Morgan Stanley analyst Adam Jonas thinks it will. In a note to investors, Jonas doubled the firm's projected price for the stock from $153 to $320, citing the potential for Tesla to disrupt industries outside of its automotive niche, reported Bloomberg. The price hike is linked largely to expectations that Tesla CEO Elon Musk will reveal details this week on his plan to build a gigafactory battery plant that aims to lower the cost of battery cells.
Jonas wrote in an investor note entitled Nikola’s Revenge: TSLA’s New Path of Disruption:
Tesla's quest to disrupt a trillion dollar car industry offers an adjacent opportunity to disrupt a trillion dollar electric utility industry. If it can be a leader in commercializing battery packs, investors may never look at Tesla the same way again.
During the company's fourth-quarter earnings call last week, Musk confirmed plans to build a massive lithium-ion battery factory. Although the details were few and far between, Musk did say that plans were in the works to integrate precursor material, cell, module and pack production into one massive facility.
Jonas argues the cell production from the battery plant has the potential to double Tesla's share of the global car market.
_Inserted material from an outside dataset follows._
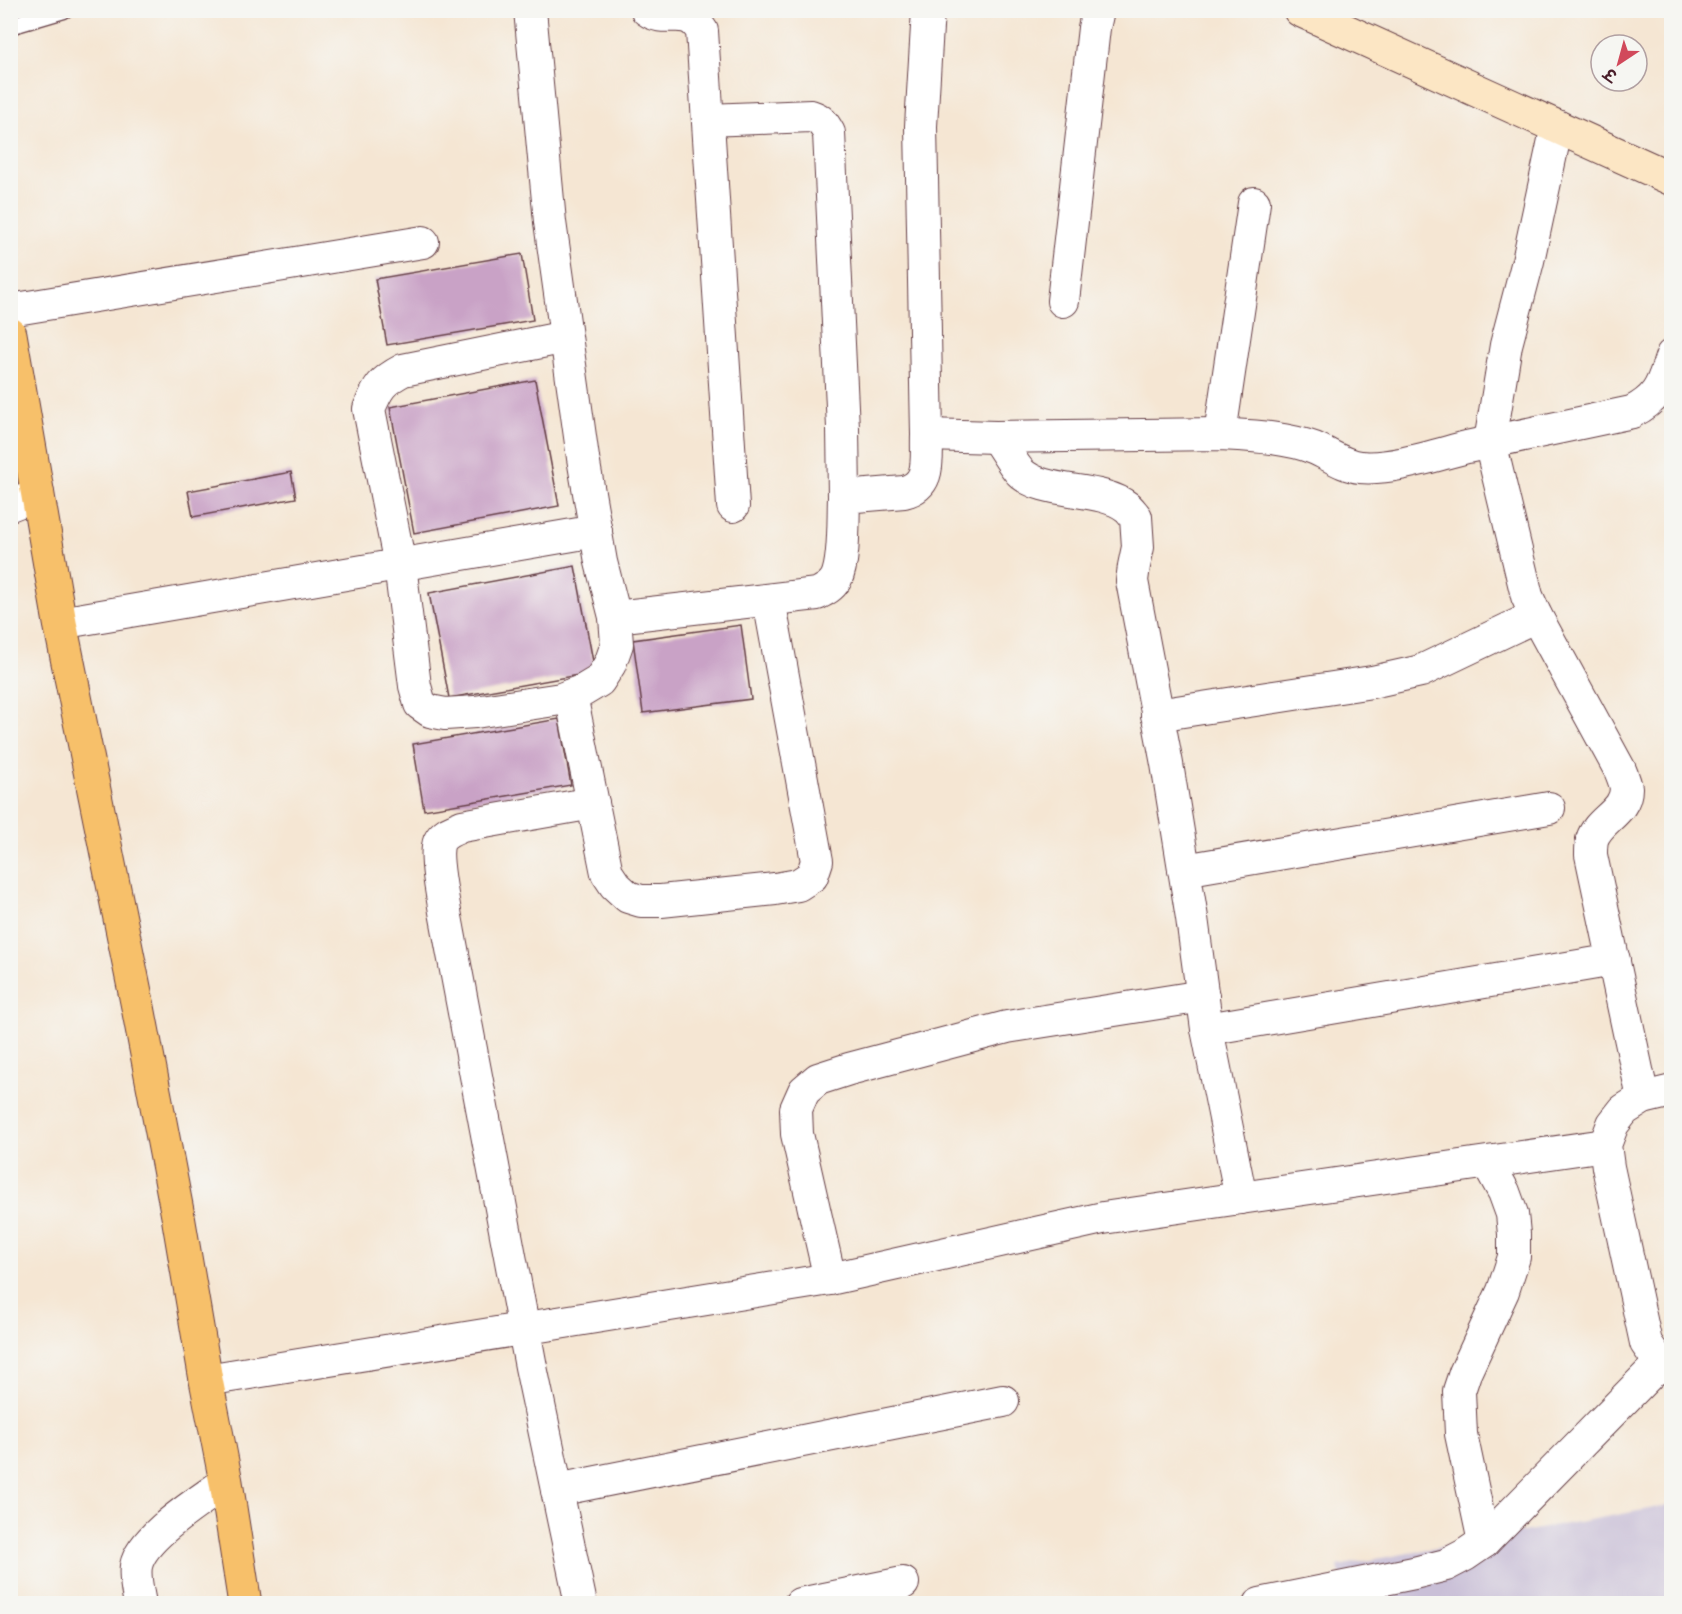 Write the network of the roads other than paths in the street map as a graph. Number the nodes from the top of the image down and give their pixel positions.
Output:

If Tesla can become the world's low-cost producer in energy storage, the company could disrupt adjacent industries, according to Jonas.
The Morgan Stanley investment note argues Tesla cars— 370,000 of which will be produced annually by 2020— could act as a mobile energy storage fleet. In the note, he asks and then answers: "Does Tesla make high-performance automobiles, or a mobile fleet of electrical grid storage? Technically, both."
Morgan Stanley calculates that the roughly forty thousand Tesla cars on US roads contain 3.3 GW of storage capacity. equal to 0.3 percent of US electrical production capacity and fourteen percent of total UD grid storage, including pumped hydro. By 2028, the firm estimates Tesla's 3.9 million cars in North America will have an energy storage capacity of 237 GW (and 384 GW globally), equal to twenty-two percent of today's US production capacity and nearly ten times larger than the entirety of US grid storage that exists today.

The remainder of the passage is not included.